Qi Zenghua, Wong Chun Kit, Suen Chi Ho, Wang Jinzhao, Long Cheng, Sauer Heinrich, Yao Xiaoqiang, Tsang Suk Ying
School of Life Sciences, The Chinese University of Hong Kong, Hong Kong.
School of Life Sciences, South China Normal University, Guangzhou, PR China.
Int J Cardiol. 2016 Jan 15;203:169-81. doi: 10.1016/j.ijcard.2015.10.018. Epub 2015 Oct 9.
Cardiac pacemaking is a complex phenomenon that is not completely understood. Canonical transient receptor potential isoform 3 (TRPC3) channel is a cation channel that permeates both Ca(2+) and Na(+). TRPC3 was previously found to express in adult cardiomyocytes. However, its role in cardiac pacemaking is unexplored. Here we used mouse embryonic stem cell-derived cardiomyocytes (mESC-CMs) to investigate whether TRPC3 regulates the spontaneous automaticity and the underlying mechanism involved.
Immunocytochemistry results showed that TRPC3 is expressed at the T-tubules of mESC-CMs. Whole-cell patch clamping showed that single mESC-CMs contain TRPC3 current. Confocal Ca(2+) imaging showed that the TRPC3-specific blocker Pyr3 decreased Ca(2+) transients and local Ca(2+) release (LCR) of mESC-CMs.
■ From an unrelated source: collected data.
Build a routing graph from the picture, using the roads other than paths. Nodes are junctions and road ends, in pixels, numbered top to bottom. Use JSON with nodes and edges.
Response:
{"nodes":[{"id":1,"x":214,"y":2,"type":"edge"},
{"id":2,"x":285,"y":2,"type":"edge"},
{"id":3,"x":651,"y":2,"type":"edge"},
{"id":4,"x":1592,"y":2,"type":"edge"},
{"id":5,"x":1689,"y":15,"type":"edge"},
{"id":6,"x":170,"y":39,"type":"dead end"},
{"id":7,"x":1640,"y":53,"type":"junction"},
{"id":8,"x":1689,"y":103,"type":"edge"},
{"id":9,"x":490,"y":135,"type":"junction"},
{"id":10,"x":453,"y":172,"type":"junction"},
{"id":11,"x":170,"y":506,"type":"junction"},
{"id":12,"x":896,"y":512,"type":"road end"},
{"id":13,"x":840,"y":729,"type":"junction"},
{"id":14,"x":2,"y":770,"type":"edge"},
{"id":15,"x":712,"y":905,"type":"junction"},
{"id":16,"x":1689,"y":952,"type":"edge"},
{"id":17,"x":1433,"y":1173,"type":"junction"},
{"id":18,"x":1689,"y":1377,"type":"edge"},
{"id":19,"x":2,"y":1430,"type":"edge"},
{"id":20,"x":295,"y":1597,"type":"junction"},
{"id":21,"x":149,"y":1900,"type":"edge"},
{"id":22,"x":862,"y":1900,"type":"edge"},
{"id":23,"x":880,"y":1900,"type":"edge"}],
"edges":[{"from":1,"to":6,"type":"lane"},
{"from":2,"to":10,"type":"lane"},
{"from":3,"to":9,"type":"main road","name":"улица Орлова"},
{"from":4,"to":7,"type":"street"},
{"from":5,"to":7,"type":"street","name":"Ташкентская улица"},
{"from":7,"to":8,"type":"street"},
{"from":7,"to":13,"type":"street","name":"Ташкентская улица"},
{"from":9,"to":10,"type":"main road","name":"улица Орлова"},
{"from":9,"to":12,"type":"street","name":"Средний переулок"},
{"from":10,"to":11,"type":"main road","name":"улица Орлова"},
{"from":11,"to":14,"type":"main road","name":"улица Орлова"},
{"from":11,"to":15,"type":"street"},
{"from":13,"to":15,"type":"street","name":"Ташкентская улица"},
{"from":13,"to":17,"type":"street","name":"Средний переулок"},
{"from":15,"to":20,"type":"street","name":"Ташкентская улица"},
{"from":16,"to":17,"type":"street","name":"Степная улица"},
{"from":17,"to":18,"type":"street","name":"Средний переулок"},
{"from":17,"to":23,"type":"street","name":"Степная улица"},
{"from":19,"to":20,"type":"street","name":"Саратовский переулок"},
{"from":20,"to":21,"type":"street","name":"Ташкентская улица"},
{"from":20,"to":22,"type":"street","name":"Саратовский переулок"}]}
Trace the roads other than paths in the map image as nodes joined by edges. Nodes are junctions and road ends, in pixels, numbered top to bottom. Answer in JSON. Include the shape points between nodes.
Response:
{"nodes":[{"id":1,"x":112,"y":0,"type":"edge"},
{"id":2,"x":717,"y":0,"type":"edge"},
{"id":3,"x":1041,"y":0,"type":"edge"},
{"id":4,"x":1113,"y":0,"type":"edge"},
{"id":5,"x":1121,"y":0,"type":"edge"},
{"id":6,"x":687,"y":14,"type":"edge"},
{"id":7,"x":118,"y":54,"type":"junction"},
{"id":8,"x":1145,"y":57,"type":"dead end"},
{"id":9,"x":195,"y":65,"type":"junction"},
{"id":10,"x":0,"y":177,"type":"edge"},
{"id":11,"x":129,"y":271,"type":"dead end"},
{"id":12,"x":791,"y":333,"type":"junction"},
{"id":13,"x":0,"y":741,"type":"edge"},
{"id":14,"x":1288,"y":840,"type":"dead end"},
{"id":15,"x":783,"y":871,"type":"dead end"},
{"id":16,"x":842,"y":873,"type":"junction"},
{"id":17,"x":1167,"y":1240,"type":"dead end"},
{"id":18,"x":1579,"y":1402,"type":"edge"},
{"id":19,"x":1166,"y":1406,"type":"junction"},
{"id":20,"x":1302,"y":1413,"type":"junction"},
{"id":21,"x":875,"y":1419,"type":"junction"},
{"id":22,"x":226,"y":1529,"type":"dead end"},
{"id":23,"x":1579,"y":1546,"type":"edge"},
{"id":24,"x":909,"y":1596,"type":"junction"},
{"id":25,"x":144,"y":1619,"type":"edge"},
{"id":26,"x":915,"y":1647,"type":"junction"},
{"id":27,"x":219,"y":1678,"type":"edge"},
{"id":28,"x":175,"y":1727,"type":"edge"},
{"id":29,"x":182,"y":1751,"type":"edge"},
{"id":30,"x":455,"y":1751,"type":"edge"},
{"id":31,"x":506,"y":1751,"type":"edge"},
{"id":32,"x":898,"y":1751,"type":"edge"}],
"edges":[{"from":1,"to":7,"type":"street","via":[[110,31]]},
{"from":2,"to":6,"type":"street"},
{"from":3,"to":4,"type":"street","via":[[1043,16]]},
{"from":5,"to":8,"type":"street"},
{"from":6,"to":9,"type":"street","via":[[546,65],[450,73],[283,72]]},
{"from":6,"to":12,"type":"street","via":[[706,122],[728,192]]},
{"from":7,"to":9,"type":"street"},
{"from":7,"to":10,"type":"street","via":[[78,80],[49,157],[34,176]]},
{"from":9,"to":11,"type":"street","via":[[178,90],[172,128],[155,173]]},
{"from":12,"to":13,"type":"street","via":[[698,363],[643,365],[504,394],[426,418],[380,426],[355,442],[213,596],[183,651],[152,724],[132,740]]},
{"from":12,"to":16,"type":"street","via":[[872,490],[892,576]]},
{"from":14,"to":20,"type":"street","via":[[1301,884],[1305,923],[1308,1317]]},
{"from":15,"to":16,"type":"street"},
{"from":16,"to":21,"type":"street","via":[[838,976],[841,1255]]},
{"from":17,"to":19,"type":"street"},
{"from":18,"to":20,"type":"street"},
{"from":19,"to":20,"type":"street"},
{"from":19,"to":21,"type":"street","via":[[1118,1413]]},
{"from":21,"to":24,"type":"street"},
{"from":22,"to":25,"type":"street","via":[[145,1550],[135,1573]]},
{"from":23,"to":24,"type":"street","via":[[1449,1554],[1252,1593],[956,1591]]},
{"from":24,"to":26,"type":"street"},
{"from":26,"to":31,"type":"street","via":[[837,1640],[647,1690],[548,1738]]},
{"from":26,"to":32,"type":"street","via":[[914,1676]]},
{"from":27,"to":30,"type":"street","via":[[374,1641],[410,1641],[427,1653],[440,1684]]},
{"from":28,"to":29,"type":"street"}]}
Combined current and voltage clamp recordings from the same cell showed that reducing the TRPC3 current, either by Pyr3 or a dominant negative (loss-of-function) construct of TRPC3, decreased the pacemaker activity of mESC-CMs as reflected by a decrease in action potential rate, a depolarized maximum diastolic potential and a decrease in slope of phase 4 diastolic depolarization. Furthermore, decreasing the TRPC3 current diminished, while increasing the TRPC3 current augmented the sodium-calcium exchanger (NCX) current in mESC-CMs. Lastly, decrease in TRPC3 current decreased the phosphorylation of ryanodine receptor isoform 2 at Ser2809 and phospholamban at Thr17.
TRPC3 positively regulates diastolic depolarization of spontaneous action potential by increasing LCR and NCX current and therefore is an important determinant in pacemaking of mESC-CMs.
心脏起搏是一种尚未完全被理解的复杂现象。典型瞬时受体电位3型(TRPC3)通道是一种可通透Ca(2+)和Na(+)的阳离子通道。此前发现TRPC3在成年心肌细胞中表达。然而,其在心脏起搏中的作用尚未得到探索。在此,我们使用小鼠胚胎干细胞衍生的心肌细胞(mESC-CMs)来研究TRPC3是否调节自发自律性及其潜在机制。
免疫细胞化学结果显示,TRPC3在mESC-CMs的T小管中表达。全细胞膜片钳记录表明单个mESC-CMs含有TRPC3电流。共聚焦Ca(2+)成像显示,TRPC3特异性阻滞剂Pyr3可降低mESC-CMs的Ca(2+)瞬变和局部Ca(2+)释放(LCR)。来自同一细胞的电流和电压钳联合记录显示,通过Pyr3或TRPC3的显性负性(功能丧失)构建体降低TRPC3电流,会降低mESC-CMs的起搏活性,表现为动作电位频率降低、最大舒张电位去极化以及4期舒张期去极化斜率降低。此外,降低TRPC3电流会减少,而增加TRPC3电流会增强mESC-CMs中的钠钙交换体(NCX)电流。最后,TRPC3电流降低会降低兰尼碱受体2型在Ser2809位点的磷酸化以及受磷蛋白在Thr17位点的磷酸化。
TRPC3通过增加LCR和NCX电流正向调节自发动作电位的舒张期去极化,因此是mESC-CMs起搏的重要决定因素。